她再度沉默,节省一点气力。柏恩几乎是推着她往前跑。她不愿去思考,因为如果她这么做,她会去想瑞克,到时她定会当场软弱地哭出来。以后会有时间让她痛哭一场的——等他们安全了,等震撼褪去而哀恸再无法藏匿。现在她所须做的是尽快迈出每一步,不再像往常一样瞻前顾后。
当遭追杀的危险终于暂时解除时,柏恩令她慢下步伐并站到她身前。

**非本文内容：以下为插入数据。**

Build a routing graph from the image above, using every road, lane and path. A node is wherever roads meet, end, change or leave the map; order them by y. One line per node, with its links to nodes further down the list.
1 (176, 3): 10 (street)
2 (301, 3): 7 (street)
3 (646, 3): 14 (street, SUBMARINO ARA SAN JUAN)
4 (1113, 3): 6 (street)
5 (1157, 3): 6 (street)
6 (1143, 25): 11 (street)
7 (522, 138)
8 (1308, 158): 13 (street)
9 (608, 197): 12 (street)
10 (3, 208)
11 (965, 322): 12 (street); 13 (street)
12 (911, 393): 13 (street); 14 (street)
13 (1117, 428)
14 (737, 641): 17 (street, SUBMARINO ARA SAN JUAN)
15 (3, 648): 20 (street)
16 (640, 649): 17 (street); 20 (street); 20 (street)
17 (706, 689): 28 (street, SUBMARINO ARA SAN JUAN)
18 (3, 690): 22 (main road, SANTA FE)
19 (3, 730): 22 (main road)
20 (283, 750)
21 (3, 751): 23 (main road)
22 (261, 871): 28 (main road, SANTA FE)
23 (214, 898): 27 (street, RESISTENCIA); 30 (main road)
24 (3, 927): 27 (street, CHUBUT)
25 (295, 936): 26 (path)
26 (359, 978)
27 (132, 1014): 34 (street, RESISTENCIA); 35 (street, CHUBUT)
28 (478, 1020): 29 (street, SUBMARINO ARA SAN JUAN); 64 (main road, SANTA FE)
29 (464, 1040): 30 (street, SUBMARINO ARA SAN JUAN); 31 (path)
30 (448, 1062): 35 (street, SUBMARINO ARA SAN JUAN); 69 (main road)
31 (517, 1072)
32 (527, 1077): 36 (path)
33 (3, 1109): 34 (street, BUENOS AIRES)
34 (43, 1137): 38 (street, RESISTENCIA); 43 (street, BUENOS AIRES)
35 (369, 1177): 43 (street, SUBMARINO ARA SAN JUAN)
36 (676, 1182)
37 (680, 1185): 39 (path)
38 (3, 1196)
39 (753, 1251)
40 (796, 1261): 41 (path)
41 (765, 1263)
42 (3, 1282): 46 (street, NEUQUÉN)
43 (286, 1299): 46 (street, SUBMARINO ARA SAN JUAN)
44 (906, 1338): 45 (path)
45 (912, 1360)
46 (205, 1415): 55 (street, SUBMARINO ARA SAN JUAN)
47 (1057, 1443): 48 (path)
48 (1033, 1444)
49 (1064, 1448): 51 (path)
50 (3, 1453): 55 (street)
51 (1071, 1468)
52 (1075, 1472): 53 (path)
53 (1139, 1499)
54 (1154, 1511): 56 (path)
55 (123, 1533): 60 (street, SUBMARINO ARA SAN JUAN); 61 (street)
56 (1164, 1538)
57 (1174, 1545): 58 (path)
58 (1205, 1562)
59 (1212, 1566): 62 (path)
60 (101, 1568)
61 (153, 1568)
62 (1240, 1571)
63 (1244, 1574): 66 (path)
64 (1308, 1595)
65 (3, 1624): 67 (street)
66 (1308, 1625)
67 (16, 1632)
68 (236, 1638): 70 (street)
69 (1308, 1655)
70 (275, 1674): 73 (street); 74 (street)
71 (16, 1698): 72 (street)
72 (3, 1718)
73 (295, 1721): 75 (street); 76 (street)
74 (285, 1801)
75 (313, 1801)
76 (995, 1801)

“我们现在可以放松一点了。”即使他未侦察到任何有人追踪的迹象,他仍压低声音说话。“调整一下步伐,我们还有一段路要走。”
很长的一段路,她想道。一千哩左右,或许加减个一、两百哩,。这念头很吓人。他们走了那么远才到这里,但回程将处于非常不同的情况——没有物资的支援。柏恩不知打哪儿弄来一包补给晶,但里面的东西不可能支持他们整趟回程。他们将必须猎食,但任何枪声将引来柯、杜两人。一个振奋人的念头窜入她脑海:乔吉和其他人加起来的人数凌驾柯、杜两人;他们可能制伏他们。她与柏恩或许根本不会遭受追杀,但他们无从得知,也不能冒这个险。昨夜入睡时她还想着自己从不曾如此快乐,而今震惊已令她麻木。她的手足在她面前遭人杀害,而她与柏恩正为了活命而逃。这样的讽刺令她想大叫,但她也不敢这么做。除了继续走下去之外,她什么也不能做,因为唯有活下去才能希望见到杜雷蒙受正义的制裁。
“我们今天必须穿过岩棚才行。”柏恩道。她记得那片岩棚,这念头令她起了反弹。“我们不可能走那远!它远超过一天的行程,记得呜?当我们在发现那条坑道前,我们离开岩棚时已几近正午。”